Online forums provide a wealth of language data and even, by the topical nature of the forums, come complete with some labeling. One can assume, with some level of confidence, that the language of a forum titled 'teenagers' has a strong relationship with the language of teenagers themselves, and the occasional misleading title is manageable. Researchers have already made some use of loosely labeled data to research patterns in the mental health community. The work below was inspired by Al-Mosaiwi and Johnstone's In an Absolute State which showed increased use of absolutist words ('always', 'never', 'completely', etc.) in forums concerning depression, anxiety, and suicidal ideation. This analysis uses Al-Mosaiwi and Johnstone's list of absolutist words alongside several other sentiment dictionaries (see also Linguistic Inquiry and Word Count (LIWC) software) representing categories such as functional, negation, positive emotion, negative emotion, body, work, leisure, and money related words.

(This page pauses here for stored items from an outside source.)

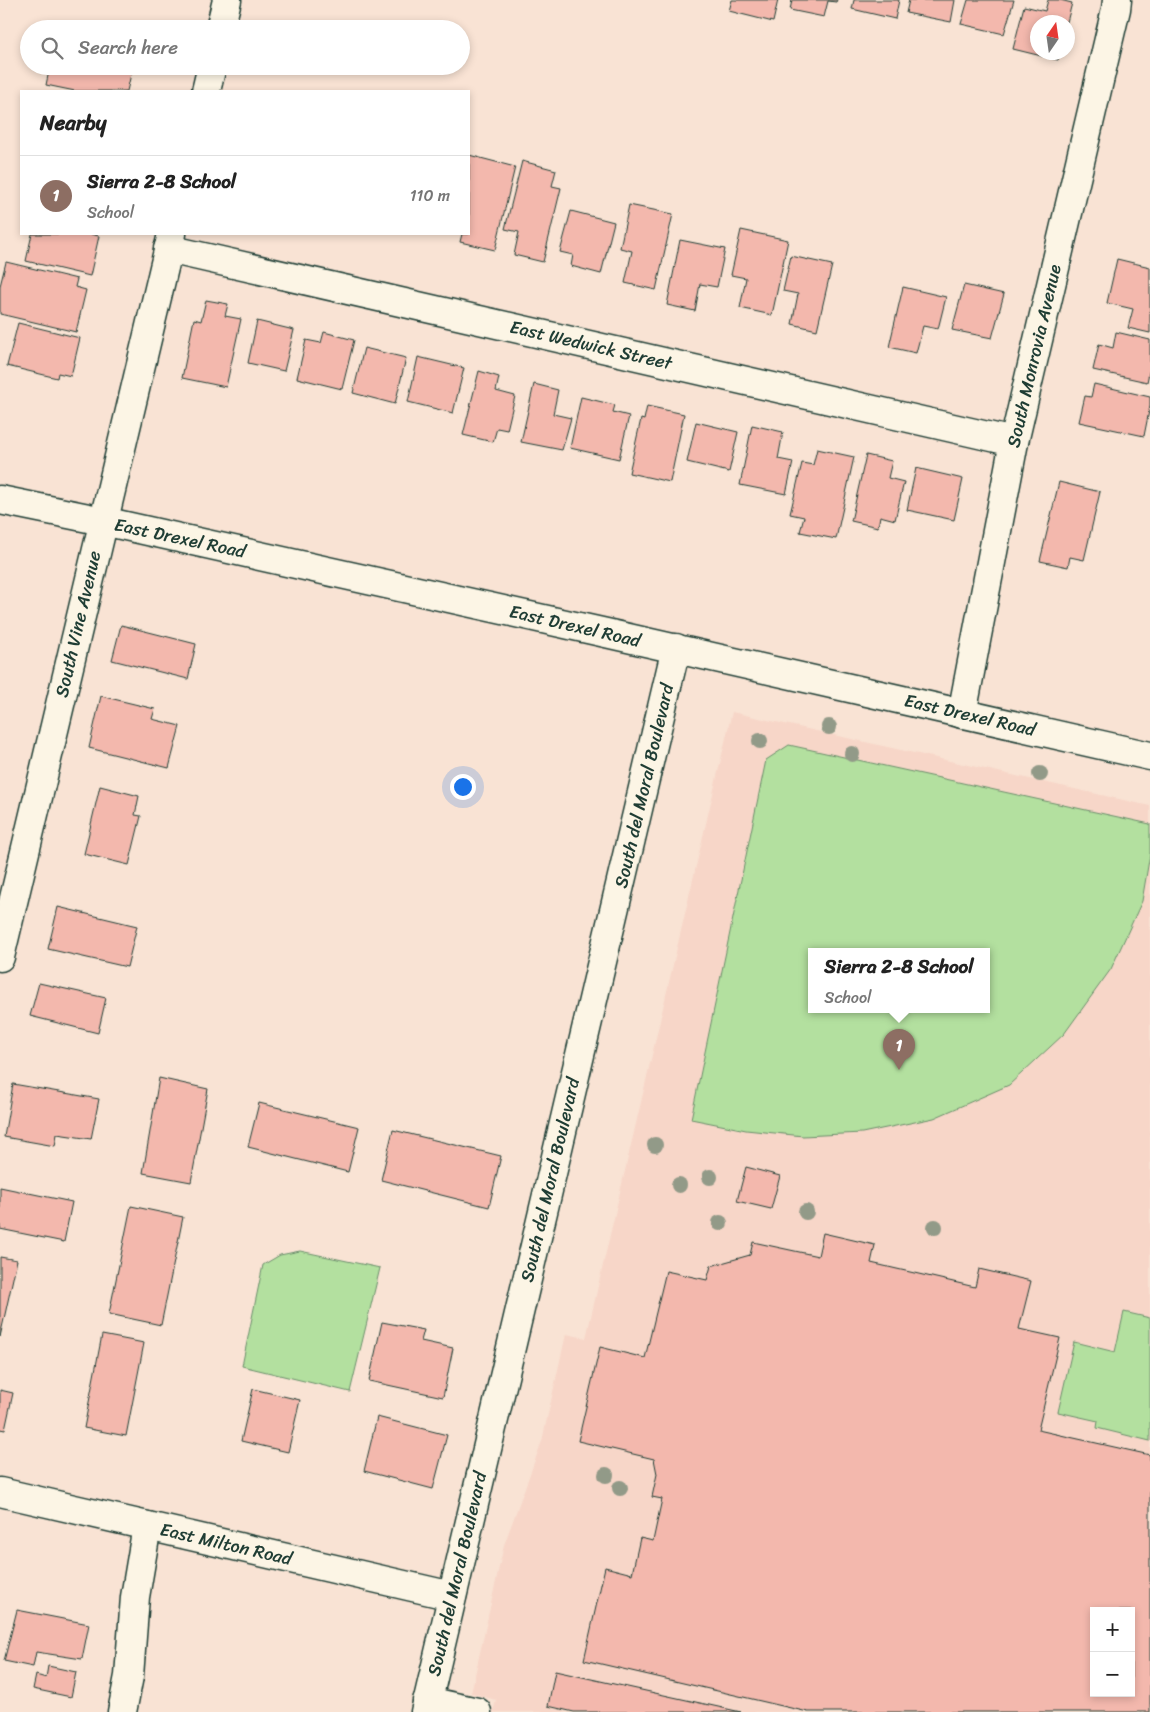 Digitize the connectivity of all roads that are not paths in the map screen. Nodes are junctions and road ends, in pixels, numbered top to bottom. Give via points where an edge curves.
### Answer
1 (227, 0) edge
2 (1117, 0) edge
3 (222, 20) edge
4 (210, 75) edge
5 (206, 90) edge
6 (170, 241) edge
7 (1014, 442) junction
8 (0, 500) edge
9 (102, 521) junction
10 (676, 648) junction
11 (962, 714) junction
12 (1150, 756) edge
13 (0, 957) edge
14 (0, 1492) edge
15 (147, 1526) junction
16 (452, 1596) junction
17 (426, 1707) edge
18 (122, 1712) edge
19 (477, 1712) edge

1 - 3 street
2 - 7 street, South Monrovia Avenue
4 - 5 street
6 - 7 street, East Wedwick Street
6 - 9 street, South Vine Avenue
7 - 11 street, South Monrovia Avenue
8 - 9 street, East Drexel Road
9 - 10 street, East Drexel Road
9 - 13 street, South Vine Avenue
10 - 11 street, East Drexel Road
10 - 16 street, South del Moral Boulevard
11 - 12 street, East Drexel Road
14 - 15 street, East Milton Road
15 - 16 street, East Milton Road
15 - 18 street
16 - 17 street, South del Moral Boulevard
17 - 19 street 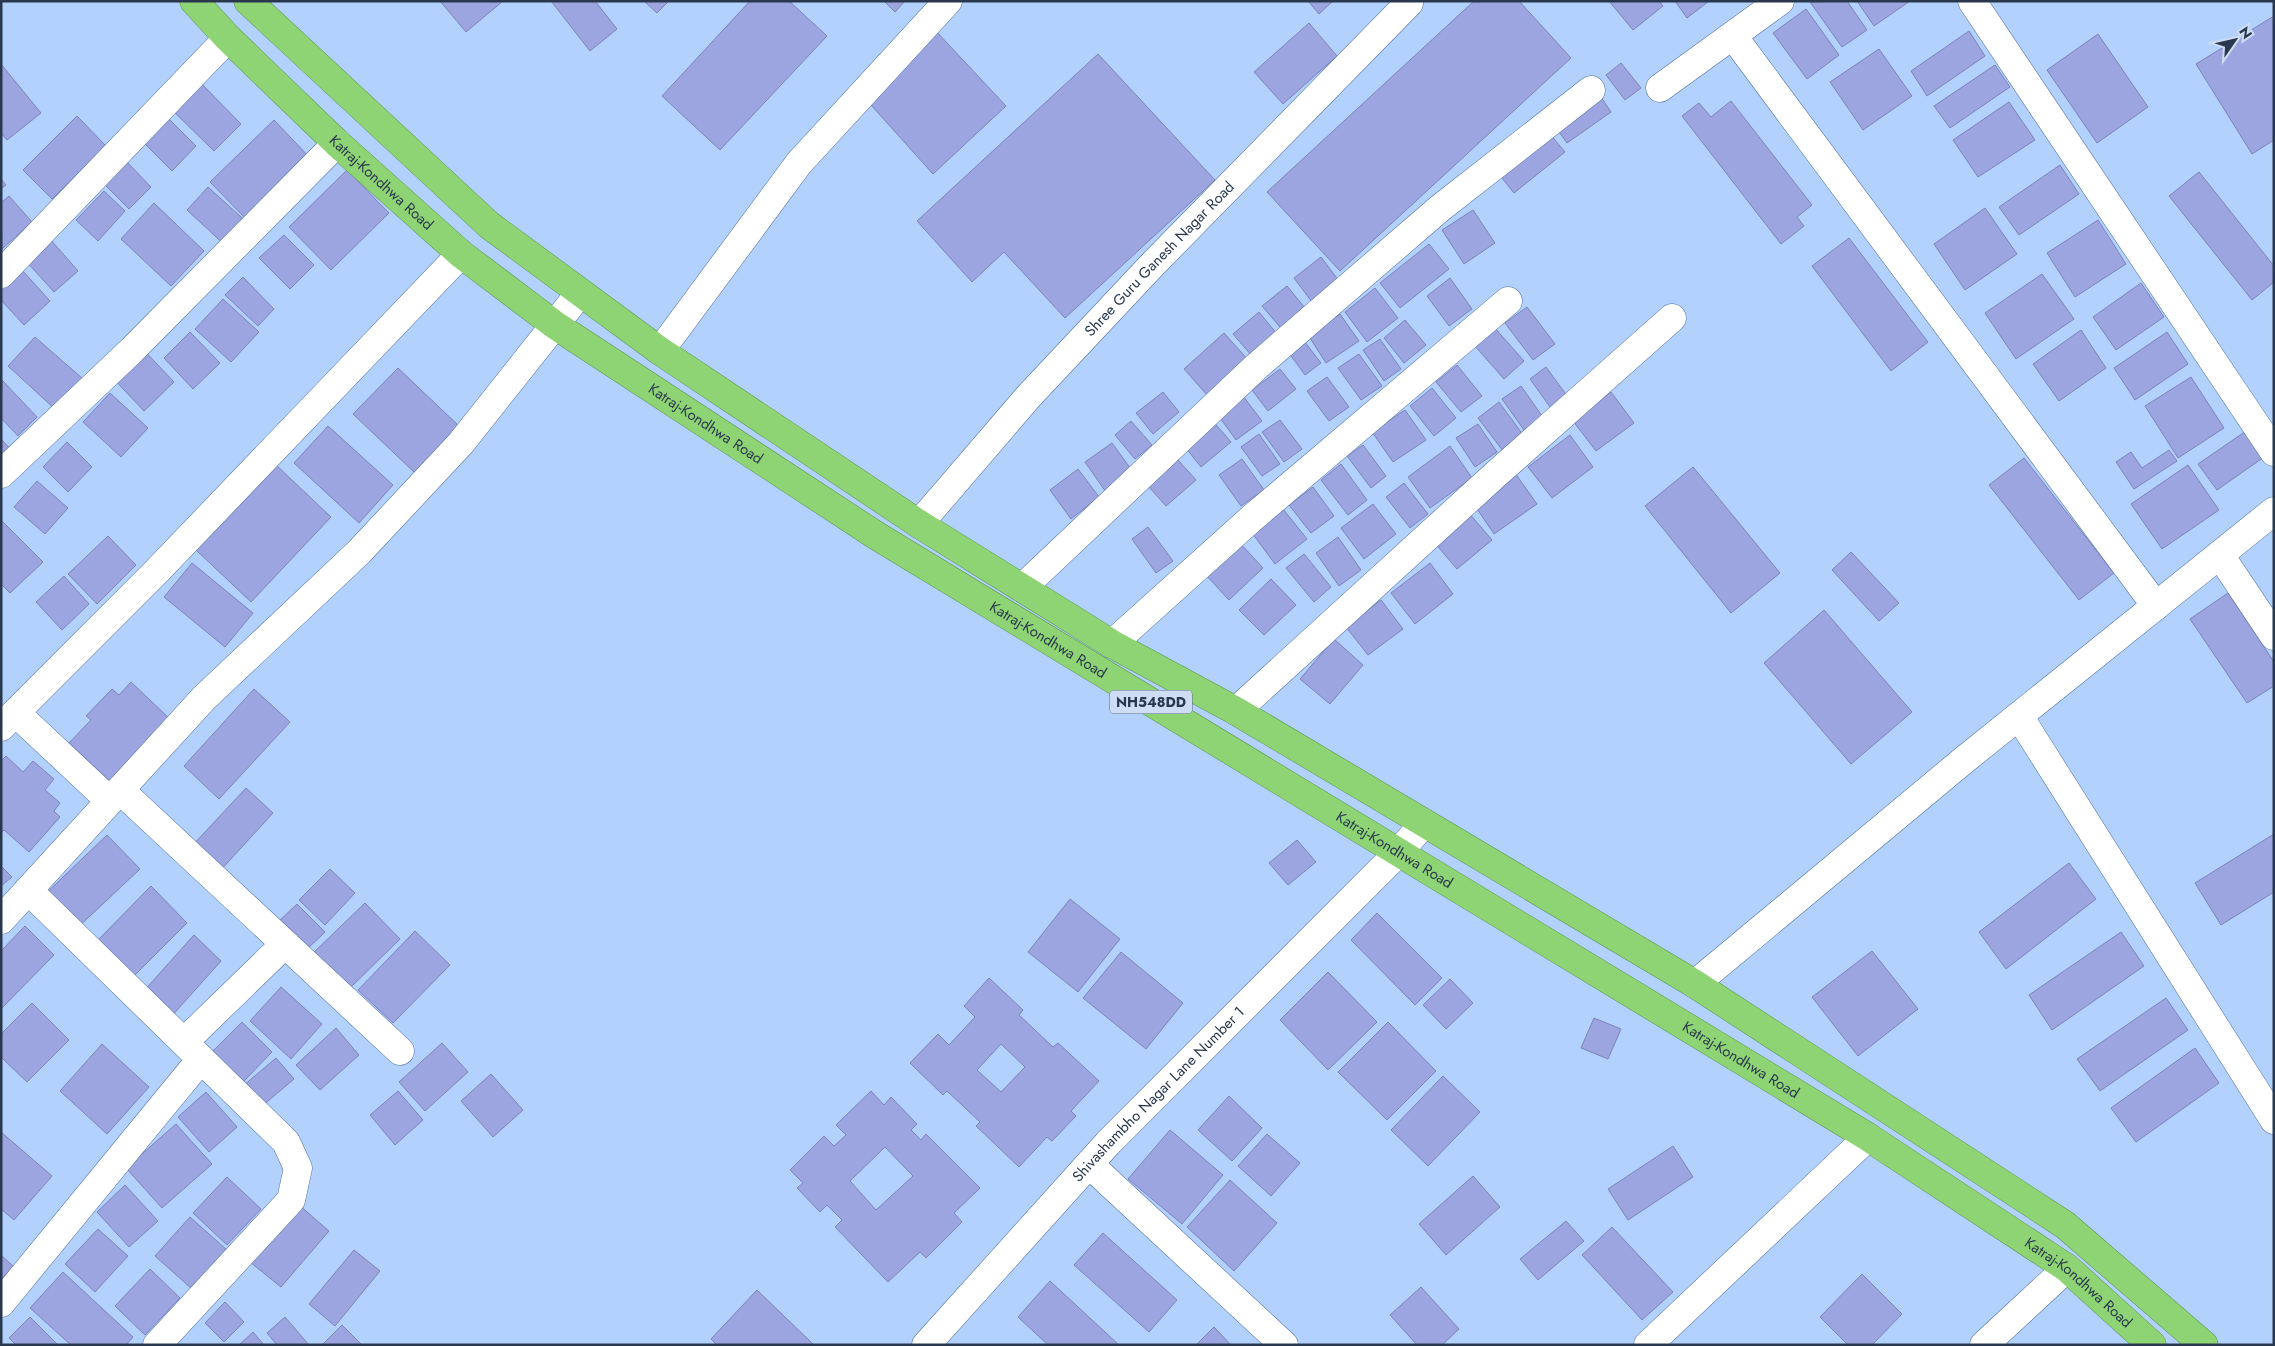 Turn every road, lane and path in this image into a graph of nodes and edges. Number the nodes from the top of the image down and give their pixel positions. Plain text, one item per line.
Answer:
1 (194, 1) edge
2 (248, 1) edge
3 (948, 1) edge
4 (1780, 1) edge
5 (1972, 1) edge
6 (1409, 3) dead end
7 (1733, 36) junction
8 (228, 38) junction
9 (1660, 88) dead end
10 (1590, 90) dead end
11 (337, 143) junction
12 (461, 254) junction
13 (1, 274) edge
14 (580, 294) junction
15 (1508, 301) dead end
16 (1672, 318) dead end
17 (555, 325) junction
18 (660, 351) junction
19 (2274, 452) edge
20 (1, 474) edge
21 (2274, 511) edge
22 (919, 524) junction
23 (2220, 554) junction
24 (1022, 588) junction
25 (2156, 606) junction
26 (2274, 636) edge
27 (1112, 644) junction
28 (1236, 711) junction
29 (2019, 716) junction
30 (8, 720) edge
31 (115, 795) junction
32 (1424, 823) junction
33 (1399, 852) junction
34 (28, 890) junction
35 (1, 920) edge
36 (285, 944) junction
37 (1695, 984) junction
38 (192, 1050) junction
39 (400, 1051) dead end
40 (2274, 1120) edge
41 (1868, 1137) junction
42 (1089, 1164) junction
43 (2067, 1268) junction
44 (1, 1303) edge
45 (157, 1345) edge
46 (926, 1345) edge
47 (1284, 1345) edge
48 (1648, 1345) edge
49 (1984, 1345) edge
50 (2152, 1345) edge
51 (2204, 1345) edge

1 - 8 highway, Katraj-Kondhwa Road / NH548DD
2 - 14 highway, Katraj-Kondhwa Road / NH548DD
3 - 18 street
4 - 7 street
5 - 19 street
6 - 22 street, Shree Guru Ganesh Nagar Road
7 - 9 street
7 - 25 street
8 - 11 highway, Katraj-Kondhwa Road / NH548DD
8 - 13 street
10 - 24 street
11 - 12 highway, Katraj-Kondhwa Road / NH548DD
11 - 20 street
12 - 17 highway, Katraj-Kondhwa Road / NH548DD
12 - 30 street
14 - 17 street
14 - 18 highway, Katraj-Kondhwa Road / NH548DD
15 - 27 street
16 - 28 street
17 - 31 street
17 - 33 highway, Katraj-Kondhwa Road / NH548DD
18 - 22 highway, Katraj-Kondhwa Road / NH548DD
21 - 23 street
22 - 24 highway, Katraj-Kondhwa Road / NH548DD
23 - 25 street
23 - 26 street
24 - 27 highway, Katraj-Kondhwa Road / NH548DD
25 - 29 street
27 - 28 highway, Katraj-Kondhwa Road / NH548DD
28 - 32 highway, Katraj-Kondhwa Road / NH548DD
29 - 37 street
29 - 40 street
30 - 31 street
31 - 34 street
31 - 36 street
32 - 33 street, Shivashambho Nagar Lane Number 1
32 - 37 highway, Katraj-Kondhwa Road / NH548DD
33 - 41 highway, Katraj-Kondhwa Road / NH548DD
33 - 42 street, Shivashambho Nagar Lane Number 1
34 - 35 street
34 - 38 street
36 - 38 street
36 - 39 street
37 - 51 highway, Katraj-Kondhwa Road / NH548DD
38 - 44 street
38 - 45 street
41 - 43 highway, Katraj-Kondhwa Road / NH548DD
41 - 48 street
42 - 46 street, Shivashambho Nagar Lane Number 1
42 - 47 street
43 - 49 street
43 - 50 highway, Katraj-Kondhwa Road / NH548DD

The remarkable result is that the language use each subreddit, even when represented by these dictionary frequencies alone, is completely distinguishable from other subreddits, and subreddits also tend to form clusters within the categories they were selected to represent (video gaming, mental health, computers, relationships, recreational drugs, sports, and media). The easiest way to see this result is via t-SNE dimensionality reduction, which takes as input dictionary frequencies (or a normalized, PCA reduced representation thereof) and outputs two-dimensional points, which are graphed below. For more information on the t-SNE algorithm, see the original paper on it or these slides introducing the concept (additional presentation notes to come). \
The notebook code and graphs below present the data and resulting visualizations. I've removed the least interesting code blocks; for the curious, that code, as well as a few other examples from other projects, is available in this folder on my GitHub. If you're interested in these results, my work on forum language, or how else I think t-SNE visualizations could help make NLP and DL more understandable, please email me!
norm = Normalizer()
pca = PCA(n_components=30)
model=TSNE(n_iter=2000, perplexity=5.0)
small_r, small_r_nums, small_r_norm = reset_input(small_filename)
small_r_pca=pca.fit_transform(small_r_norm)
twod=model.fit_transform(small_r_pca)
small_r['Tsne1']=twod[:,0]
small_r['Tsne2']=twod[:,1]
small_r['category']=small_r.subreddit.apply(lambda x: sub_to_cat[x])
small_r.head(10)
The image at the beginning of this section is a scatter plot showing one month of data in which each point represents the t-SNE dimensionality reduction of numerical features representing one subreddit. The name of the subreddit associated with each point can be seen by hovering over the data point.
Of note is the way points representing each subreddit cluster with each other. The main exception is the 'general' category which includes the following, largely unrelated subreddits:
- tifu (today I fucked up)
- r4r
- AskReddit
- reddit.com
- tipofmytongue (in which people describe words they are searching for but can't remember)
- Life
- Advice
- jobs
- teenagers
- HomeImprovement
- redditinreddit
Also of interest is the way category clusters also form two larger groups, one containing the computers, video game, and sports categories and the other including forums about relationships, mental health, and drugs.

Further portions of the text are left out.